Does An Air Purifier Work on Allergy Relief?
Allergies are indeed, triggered by air borne particles. So it would make sense that systems which take air in and clean it would be a great idea for those who suffer from allergies. That seems like a no brainer! However, it is important to look into this in more and think about what types of systems would accomplish this task the best?
-Mildew and mold are common issues and can pose a dangerous threat to allergy sufferers.
-Tobacco smoke can cause many allergy problems.
– Pet hair, fur and dander.
– Cockroaches, dust mites and other insect infestation.
-The Volatile Organic Compounds, or VOCs that are emitted from carpeting, paint, some glues and plastics are also quite common allergy triggers.
Dust mite and cockroach feces, along with pet hair, dander and other heavier than air particles, will settle onto many surfaces and will be out of reach of any air cleaner. This is because air purifiers can only deal with cleaning the air than can be drawn into the unit. Mold spores that are in the air and tobacco smoke can be removed in this manner. However, it would be better to remove the source of these instead. No smoking and a thorough cleaning and sanitizing of any areas subject to mold, are appropriate cautions to take.
A Balanced Approach: Strategies for Reducing Triggers Along With Use of an Air Purifier
The EPA does recommend the use of an air cleaning system. They further suggest that a more balanced process be implemented to ensure success. These steps include:
-Appropriate ventilation to keep air fresh and moving
-The removal of things that contribute to indoor pollution, such as smoking, pets (especially during shedding seasons) and mildew
-Removal of carpeting wherever possible, as they hold onto allergens and do not allow them to be cleaned out of the air
-An adequate amount and correct type of insulation to prevent allergens from entering living spaces.
Air purification systems that do not depend on Ozone production are best, as those can also restrict lung function. These can be individual room units or a central system with proper filter maintenance and frequent removal and replacement procedures.
Many allergy sufferers are affected seasonally by pollens and other environmental factors. The proper type of air purification system can prove especially beneficial, as these particular particles are large enough to be removed from the air by most units.
A Look At Air Purifier Filter Technology
Current air purifier technologies have a range of methods for air filtration that can be researched. The AAFA suggests you start by having a clear conversation with your doctor or allergist, to determine the best type of air purifier to use in your home and for your specific allergy. There might be issues taking the manufacturer’s recommendations about their efficacy in providing relief from some pollutants, so a relationship with a medical professional will be beneficial. Some of the types of air cleaners available are:
A true High Efficiency Particulate Air (HEPA) filter will trap, for removal, a minimum of 99.97 percent of particles in the air down to a size of about .3 microns. This is appropriate for most allergens and these should be changed at least every six months for proper operation. Like all air cleaners, these are no good at removing particles that have already settled on other surfaces, such as the floor and counter tops and in the fabrics of furnishings.

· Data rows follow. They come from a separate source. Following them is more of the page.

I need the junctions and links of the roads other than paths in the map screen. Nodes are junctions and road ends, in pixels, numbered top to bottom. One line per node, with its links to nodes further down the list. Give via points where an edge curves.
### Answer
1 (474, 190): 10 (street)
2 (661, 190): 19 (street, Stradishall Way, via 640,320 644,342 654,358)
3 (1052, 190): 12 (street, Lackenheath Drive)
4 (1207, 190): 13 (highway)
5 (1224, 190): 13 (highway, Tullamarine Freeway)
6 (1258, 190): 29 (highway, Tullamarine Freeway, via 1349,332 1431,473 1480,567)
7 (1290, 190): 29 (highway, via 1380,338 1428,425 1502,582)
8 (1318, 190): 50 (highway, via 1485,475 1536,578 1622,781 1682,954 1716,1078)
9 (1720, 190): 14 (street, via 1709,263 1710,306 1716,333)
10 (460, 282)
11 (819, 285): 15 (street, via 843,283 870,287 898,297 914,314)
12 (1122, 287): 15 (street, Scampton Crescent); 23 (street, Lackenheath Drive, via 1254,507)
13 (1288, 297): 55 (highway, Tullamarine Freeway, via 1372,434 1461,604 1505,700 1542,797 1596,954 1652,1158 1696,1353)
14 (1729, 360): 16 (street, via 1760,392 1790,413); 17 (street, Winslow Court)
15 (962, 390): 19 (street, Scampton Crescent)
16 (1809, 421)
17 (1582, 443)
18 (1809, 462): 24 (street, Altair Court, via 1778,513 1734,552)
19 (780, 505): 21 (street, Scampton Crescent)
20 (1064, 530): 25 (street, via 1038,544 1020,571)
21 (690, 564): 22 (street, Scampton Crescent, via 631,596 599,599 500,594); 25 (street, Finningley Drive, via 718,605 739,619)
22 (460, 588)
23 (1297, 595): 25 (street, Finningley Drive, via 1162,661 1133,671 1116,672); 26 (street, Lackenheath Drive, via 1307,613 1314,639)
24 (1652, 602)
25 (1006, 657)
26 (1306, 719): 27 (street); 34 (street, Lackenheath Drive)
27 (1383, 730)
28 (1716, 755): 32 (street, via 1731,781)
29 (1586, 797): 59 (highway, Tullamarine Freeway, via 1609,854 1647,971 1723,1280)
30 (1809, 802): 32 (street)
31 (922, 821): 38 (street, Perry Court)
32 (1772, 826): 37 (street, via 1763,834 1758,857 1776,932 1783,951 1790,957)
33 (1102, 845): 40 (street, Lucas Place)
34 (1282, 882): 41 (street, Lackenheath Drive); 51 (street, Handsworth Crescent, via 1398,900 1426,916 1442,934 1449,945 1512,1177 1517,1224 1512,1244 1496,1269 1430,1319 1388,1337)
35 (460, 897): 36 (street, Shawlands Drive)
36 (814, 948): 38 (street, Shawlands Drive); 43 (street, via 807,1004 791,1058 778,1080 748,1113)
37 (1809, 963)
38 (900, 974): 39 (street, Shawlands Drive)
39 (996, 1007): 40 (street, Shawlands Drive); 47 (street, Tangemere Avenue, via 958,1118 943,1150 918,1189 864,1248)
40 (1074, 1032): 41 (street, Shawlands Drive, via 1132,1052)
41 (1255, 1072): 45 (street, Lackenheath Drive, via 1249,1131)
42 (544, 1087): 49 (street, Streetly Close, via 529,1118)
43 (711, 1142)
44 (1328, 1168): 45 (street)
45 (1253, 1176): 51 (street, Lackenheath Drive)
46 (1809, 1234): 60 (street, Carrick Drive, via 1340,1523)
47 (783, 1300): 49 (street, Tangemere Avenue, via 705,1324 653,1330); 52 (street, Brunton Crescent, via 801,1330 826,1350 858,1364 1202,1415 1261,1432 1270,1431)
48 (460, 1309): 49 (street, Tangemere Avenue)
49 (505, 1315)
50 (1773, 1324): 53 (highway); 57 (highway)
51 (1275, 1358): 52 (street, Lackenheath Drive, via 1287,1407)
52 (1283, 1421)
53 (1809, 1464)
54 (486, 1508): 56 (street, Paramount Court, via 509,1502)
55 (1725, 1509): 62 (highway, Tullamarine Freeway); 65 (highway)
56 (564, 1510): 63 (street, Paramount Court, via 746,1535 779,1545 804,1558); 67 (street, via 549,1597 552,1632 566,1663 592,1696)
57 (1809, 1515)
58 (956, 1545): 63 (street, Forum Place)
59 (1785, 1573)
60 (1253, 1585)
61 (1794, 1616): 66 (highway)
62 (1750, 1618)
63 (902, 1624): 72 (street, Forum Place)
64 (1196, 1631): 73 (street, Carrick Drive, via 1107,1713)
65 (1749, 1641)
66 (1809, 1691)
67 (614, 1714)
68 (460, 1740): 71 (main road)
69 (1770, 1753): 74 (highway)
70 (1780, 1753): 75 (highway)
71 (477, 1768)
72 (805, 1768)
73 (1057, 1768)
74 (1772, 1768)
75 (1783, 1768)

The Electrostatic filters utilize an electrical charge to attract particles to trap them away from the airstream. The electrostatic plates will have to be cleaned on a fairly regular basis. This system often produces Ozone which makes them not a good idea in a home.
An Ozone generator will eliminate many particles that cause problems for people with allergies, but it also causes an increase of naturally occurring Ozone which can impact people’s respiratory system. A Hybrid filter (such as those using a regular and/or HEPA filter) along with activated charcoal used to filter gasses will assist in reducing many small allergens which are triggers.
No matter what types of filtration systems are being used, you will not be able to remove all air borne allergens. Once again, they cannot remove all those particles that are deposited on surfaces such as carpeting or furniture. The dirty air must pass through the system in order for it to be effective. A standard unit should take approximately 20 minutes to clean the ambient air in a standard sized room, running at the proper fan speed.
You will find that a whole house system, such as are available in central heating and air conditioning systems, complete with a HEPA filtered portable unit in each room is often recommended so a balanced treatment of the entire home is accomplished. The portable ones will assist in keeping the room clean while people with allergies can sleep peacefully.
What Features to Consider In an Air Purifier
Having decided on an air purifier (based on your needs and your doctor’s recommendations) by focusing on the one that can remove the allergens you are particularly susceptible to, you will also need to consider a few other factors before making your purchase:
The first will be coverage: Is it big enough for the room or space in which you are going to put it in?
Efficiency rating: You need it to filter the pollution that is dangerous to you. This can be checked by monitoring the cleanliness of surfaces after the unit has been operating or a while.
Noise level: there are many that are simply too loud to enjoy the room while it is running; this is probably not a good fit in a home environment.
Cost and ability to change and/or clean the filters easily may be a consideration that may actually make it to the top of this list.
Final Words: It is always best to help prevent a buildup of allergens than to remove them after they are already there. However a quality air purifier is a great idea for your home and can help to make a difference.